DATASET CONTENT Start Marker

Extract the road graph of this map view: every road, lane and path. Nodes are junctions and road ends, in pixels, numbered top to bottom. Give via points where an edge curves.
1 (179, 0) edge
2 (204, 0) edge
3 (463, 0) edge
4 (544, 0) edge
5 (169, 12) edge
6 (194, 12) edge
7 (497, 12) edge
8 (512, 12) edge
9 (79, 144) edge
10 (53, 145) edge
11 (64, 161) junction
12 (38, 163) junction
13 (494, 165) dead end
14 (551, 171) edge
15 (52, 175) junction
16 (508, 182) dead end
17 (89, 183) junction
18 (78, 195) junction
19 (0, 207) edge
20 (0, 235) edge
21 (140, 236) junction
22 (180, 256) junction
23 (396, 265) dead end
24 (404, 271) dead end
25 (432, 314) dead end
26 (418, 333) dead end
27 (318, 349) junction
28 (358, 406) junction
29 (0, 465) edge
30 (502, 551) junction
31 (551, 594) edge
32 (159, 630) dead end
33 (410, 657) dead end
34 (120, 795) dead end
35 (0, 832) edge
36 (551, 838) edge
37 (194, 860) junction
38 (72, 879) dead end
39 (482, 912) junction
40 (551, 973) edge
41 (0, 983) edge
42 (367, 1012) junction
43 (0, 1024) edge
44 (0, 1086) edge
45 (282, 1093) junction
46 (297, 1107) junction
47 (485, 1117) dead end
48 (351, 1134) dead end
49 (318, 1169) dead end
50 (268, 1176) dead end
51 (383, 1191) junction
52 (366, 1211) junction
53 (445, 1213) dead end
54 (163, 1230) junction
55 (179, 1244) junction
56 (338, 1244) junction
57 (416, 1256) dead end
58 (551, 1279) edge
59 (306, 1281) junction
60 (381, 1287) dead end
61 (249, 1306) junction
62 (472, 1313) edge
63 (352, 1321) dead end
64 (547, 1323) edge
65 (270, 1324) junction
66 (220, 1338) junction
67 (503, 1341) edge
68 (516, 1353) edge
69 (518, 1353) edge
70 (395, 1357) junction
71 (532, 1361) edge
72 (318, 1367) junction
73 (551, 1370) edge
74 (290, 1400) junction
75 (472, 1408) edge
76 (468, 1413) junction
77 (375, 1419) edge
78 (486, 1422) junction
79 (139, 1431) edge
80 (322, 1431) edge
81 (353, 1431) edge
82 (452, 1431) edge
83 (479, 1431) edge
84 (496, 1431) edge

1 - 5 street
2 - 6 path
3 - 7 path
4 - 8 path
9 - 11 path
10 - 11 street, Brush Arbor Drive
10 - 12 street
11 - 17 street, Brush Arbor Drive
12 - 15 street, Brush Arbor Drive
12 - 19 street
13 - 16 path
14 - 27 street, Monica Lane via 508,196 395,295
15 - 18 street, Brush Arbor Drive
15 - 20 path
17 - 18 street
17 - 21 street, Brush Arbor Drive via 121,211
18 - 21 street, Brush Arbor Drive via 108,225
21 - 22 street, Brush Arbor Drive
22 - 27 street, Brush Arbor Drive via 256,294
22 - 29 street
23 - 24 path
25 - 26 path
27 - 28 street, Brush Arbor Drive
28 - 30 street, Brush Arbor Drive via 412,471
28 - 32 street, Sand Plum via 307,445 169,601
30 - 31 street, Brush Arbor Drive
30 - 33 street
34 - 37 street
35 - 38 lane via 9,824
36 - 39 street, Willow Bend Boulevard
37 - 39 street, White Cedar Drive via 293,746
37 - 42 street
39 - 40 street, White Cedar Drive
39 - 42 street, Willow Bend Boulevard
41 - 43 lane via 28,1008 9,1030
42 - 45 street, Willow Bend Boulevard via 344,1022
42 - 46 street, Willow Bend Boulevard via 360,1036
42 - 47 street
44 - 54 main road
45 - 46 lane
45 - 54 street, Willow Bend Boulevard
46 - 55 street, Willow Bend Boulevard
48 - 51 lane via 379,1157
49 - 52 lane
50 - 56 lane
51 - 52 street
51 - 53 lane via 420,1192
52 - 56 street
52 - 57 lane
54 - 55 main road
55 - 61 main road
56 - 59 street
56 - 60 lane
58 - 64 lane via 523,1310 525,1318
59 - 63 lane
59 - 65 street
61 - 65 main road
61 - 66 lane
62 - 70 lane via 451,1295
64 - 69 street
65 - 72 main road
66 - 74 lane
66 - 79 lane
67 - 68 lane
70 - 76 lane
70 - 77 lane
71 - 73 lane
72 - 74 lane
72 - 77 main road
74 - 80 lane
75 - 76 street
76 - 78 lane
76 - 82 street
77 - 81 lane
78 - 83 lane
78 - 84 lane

DATASET CONTENT End Marker

HOW TO COMPLETE THIS TASK:
Filter the entries down to the lines containing "path". Copy each of those lines.

RESULT:
Extract the road graph of this map view: every road, lane and path. Nodes are junctions and road ends, in pixels, numbered top to bottom. Give via points where an edge curves.
2 - 6 path
3 - 7 path
4 - 8 path
9 - 11 path
13 - 16 path
15 - 20 path
23 - 24 path
25 - 26 path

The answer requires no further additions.